Hospitals in areas across Britain found themselves without access to their computers or phone systems. Many canceled all routine procedures and asked patients not to come to the hospitals unless it was an emergency. Some chemotherapy patients were even sent home because their records could not be accessed.
The website of the NHS: East and North Hertfordshire notifying users of a problem in its network, in London on May 12, 2017. /CFP Photo
British Prime Minister Theresa May said there was no evidence that patient data had been compromised in the attack, and that it had not specifically targeted the National Health Service (NHS).
“It’s an international attack and a number of countries and organizations have been affected,” she said.
Alan Woodward, visiting professor of computing at the University of Surrey, said there was evidence the ransomware was spreading using a Microsoft flaw exposed in a recent leak of information from US intelligence agencies.
He said the affected computers likely had not applied the Microsoft patch or were running old operating systems for which no patch was available.
NHS Digital said the attack “was not specifically targeted at the NHS and is affecting organizations from across a range of sectors.” It initially said 16 NHS organizations had reported being hit, and more reports came in as the day went on.
The National Cyber Security Center, part of Britain’s GCHQ electronic intelligence agency, said it was working with police and the health system to investigate the attack.
Reports are also coming from Spain that telecom Telefonica is experiencing the same type of ransom screen pointing to the same bitcoin address.
Spain's National Center for the Protection of Critical Infrastructure said Friday it was communicating with more than 100 providers of energy, transportation, telecommunications and financial services about the attack.
A screenshot posted by a Chinese student showing that the computer was also locked by the same program. /People's Daily
Meanwhile, many Chinese universities announced they had been attacked by the ransomware program.
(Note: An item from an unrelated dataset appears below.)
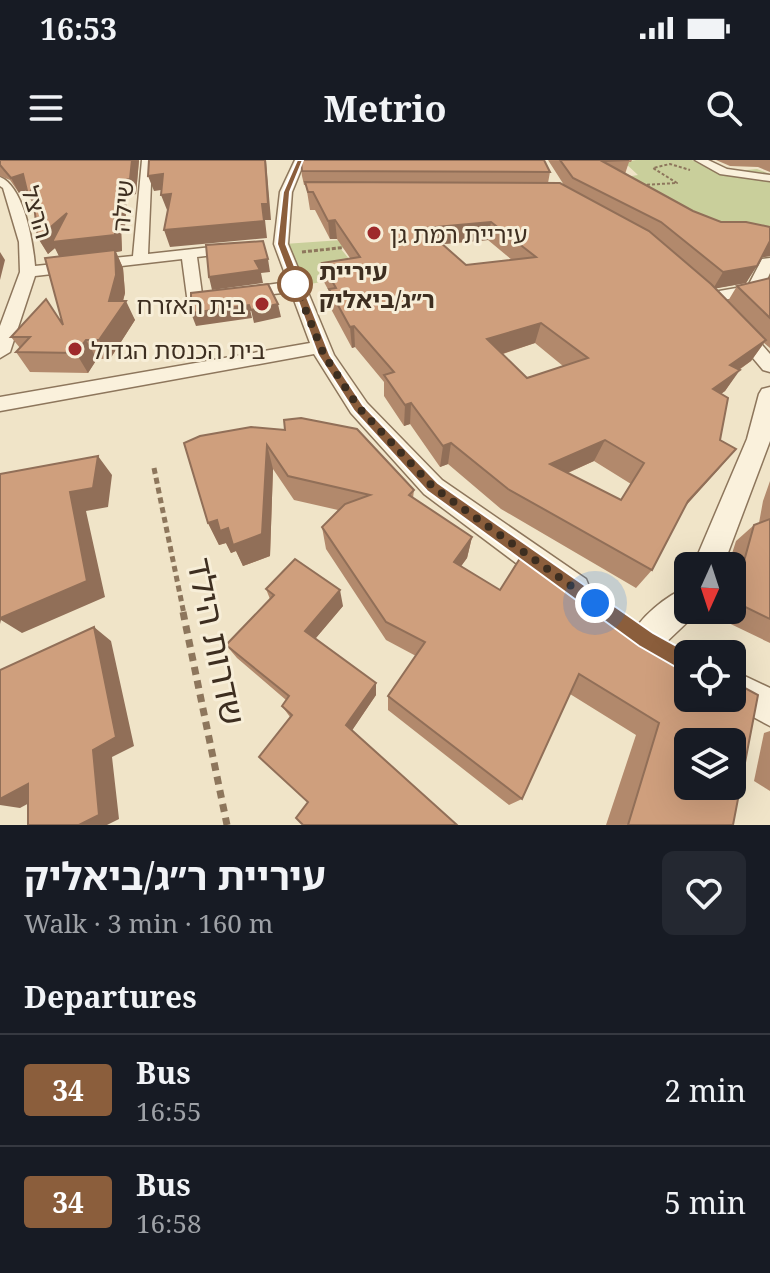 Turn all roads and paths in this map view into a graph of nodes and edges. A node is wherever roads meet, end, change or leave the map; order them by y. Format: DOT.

Students whose computer connects to the campus network have had their graduation dissertations locked, and were told they could only be decoded if they paid a high ransom.
Among those institutions affected were Dalian Maritime University and universities in south China’s Guangxi Zhuang Autonomous Region including Guilin University of Electronic Technology, Guilin College of Aerospace Technology and Hezhou College.